I read about hopping trains, the use of laudanum which is a highly addictive opiate prescribed for pain and anxiety, and the newly established, ineffective, and understaffed Veterans Administration. I found facts and flipped them into fiction to create the story.
Most studied were the victims of “shell shock”, the term coined by British doctors during World War One to classify a soldier’s mental health breakdown from combat trauma.
Doctors at that time had little knowledge and limited resources to deal with the number of soldiers suffering mental illnesses caused by their experience. Drug treatments led to addiction and self-medication.
In the states, unaffected Americans were far from understanding or accepting the label “shell shocked.” Some believed America’s hospital beds were for wounded soldiers, not cowards.
I was surprised during research, to discover 1921 was a turbulent time in the United States. It was an age of new government regulation including Prohibition, federal drug laws, laws to prohibit usage of patent medicines, and the new Veterans Administration.
Q: How was the novel’s title chosen, and what does it signify to you?
A: Originally the manuscript was entitled Wisdom 1921. But after he’d read the manuscript, my wise publisher Merrill Leffler mentioned he felt the title was not reflective of the book’s thematic thread. We threw out a few ideas, and agreed on Merrill’s suggestion, The Deadening.
From what I have read and studied, many combat veterans who have lived through the emotional trauma of war did so by deadening their sensibilities, their values and beliefs. Optimism, compassion, empathy, love and happiness must be stored away until their duty is done. To survive, they live their combat lives in an emotional dead zone.

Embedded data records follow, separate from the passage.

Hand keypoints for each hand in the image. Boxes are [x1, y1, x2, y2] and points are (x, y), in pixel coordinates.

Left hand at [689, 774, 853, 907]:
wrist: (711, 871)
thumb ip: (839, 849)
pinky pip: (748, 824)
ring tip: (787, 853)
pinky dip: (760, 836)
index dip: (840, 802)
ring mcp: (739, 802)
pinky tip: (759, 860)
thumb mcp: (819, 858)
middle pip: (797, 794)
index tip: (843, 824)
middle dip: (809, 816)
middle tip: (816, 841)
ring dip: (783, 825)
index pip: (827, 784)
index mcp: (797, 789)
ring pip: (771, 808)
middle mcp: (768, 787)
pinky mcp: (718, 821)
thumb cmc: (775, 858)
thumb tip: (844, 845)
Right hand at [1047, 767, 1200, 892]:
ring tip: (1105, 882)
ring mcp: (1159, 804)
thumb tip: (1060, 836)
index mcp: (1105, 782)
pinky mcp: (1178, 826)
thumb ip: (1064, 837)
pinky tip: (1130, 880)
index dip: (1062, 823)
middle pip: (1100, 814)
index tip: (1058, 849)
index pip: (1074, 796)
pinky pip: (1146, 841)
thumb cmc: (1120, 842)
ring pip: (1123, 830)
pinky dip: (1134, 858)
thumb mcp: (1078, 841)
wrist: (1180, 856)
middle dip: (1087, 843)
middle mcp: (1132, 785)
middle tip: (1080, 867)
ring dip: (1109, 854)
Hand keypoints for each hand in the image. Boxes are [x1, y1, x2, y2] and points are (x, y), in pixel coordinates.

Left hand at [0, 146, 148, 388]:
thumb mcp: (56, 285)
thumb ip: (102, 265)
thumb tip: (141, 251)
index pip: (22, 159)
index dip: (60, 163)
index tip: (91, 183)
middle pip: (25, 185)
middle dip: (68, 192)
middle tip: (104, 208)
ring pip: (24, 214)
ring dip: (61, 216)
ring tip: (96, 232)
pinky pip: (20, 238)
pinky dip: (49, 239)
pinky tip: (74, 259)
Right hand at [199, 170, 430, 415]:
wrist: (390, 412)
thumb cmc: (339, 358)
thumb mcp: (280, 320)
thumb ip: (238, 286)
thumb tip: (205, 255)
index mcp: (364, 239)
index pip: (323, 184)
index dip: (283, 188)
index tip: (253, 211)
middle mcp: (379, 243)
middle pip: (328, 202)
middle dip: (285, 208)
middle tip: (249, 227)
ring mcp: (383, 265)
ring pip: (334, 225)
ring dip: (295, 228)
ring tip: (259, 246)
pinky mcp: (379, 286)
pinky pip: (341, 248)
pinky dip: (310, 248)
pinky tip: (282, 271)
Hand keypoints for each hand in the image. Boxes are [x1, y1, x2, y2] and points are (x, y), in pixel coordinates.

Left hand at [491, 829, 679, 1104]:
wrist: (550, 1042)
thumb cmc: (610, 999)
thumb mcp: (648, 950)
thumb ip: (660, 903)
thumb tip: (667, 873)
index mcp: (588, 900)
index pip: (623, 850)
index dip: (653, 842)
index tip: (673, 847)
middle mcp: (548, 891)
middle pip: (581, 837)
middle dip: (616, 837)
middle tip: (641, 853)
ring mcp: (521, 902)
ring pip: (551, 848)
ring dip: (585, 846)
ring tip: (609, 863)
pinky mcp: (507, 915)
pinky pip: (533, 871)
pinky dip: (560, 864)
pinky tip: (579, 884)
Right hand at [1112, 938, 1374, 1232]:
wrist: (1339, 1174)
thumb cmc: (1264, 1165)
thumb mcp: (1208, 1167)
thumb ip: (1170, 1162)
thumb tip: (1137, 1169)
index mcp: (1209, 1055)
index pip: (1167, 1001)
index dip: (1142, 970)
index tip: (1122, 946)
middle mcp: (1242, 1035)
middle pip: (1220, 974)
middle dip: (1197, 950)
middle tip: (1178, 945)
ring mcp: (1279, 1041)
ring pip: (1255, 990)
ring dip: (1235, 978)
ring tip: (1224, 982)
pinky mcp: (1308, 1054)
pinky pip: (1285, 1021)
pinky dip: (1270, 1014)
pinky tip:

But when the war is over, and the survivors return home, what then? With support from family, friends and religious communities, many return to lead what our society coins “productive lives.” But without the strength gathered from family love and a supportive community to rejuvenate soul and self, those deadened hearts and minds may remain lost, wanting to fit in but unable.
Hickman suffers from shell shock. His disfigured counterpart in the story, Sheriff Willem Redd, bears the scars of war, but through his town and family’s support, he can break free from the deadening shroud war can bring. Alone to face the world after his experience, Hickman’s wounds don’t heal.
Q: What are you working on now?
A: I have two novellas I am editing. The first, titled The District, takes place in 1971. The second (in a bit rougher shape), titled The Wilderness, takes place in 2021. The pieces focus on the aftermath experience of veterans from Vietnam and the Middle East.
At some point I’d like to see the three, The Deadening, The District, and The Wilderness, in one volume to illustrate how the efforts to return veterans to civilian life have not changed enough.
I am in the final stages of editing a novel I’ve been working on a long time that ranges from the Jersey shore to tidewater Virginia, and I am polishing a collection of mostly published stories that delve into the lives of working-class Americans.
Q: Anything else we should know?
A: I worked as a carpenter for 37 years as my day job. I enjoy vegetable gardening, restoring furniture, and my grandchildren. I am a founding member of a 25-year writing critique group that helped seven writers become seven published writers, every one with a book.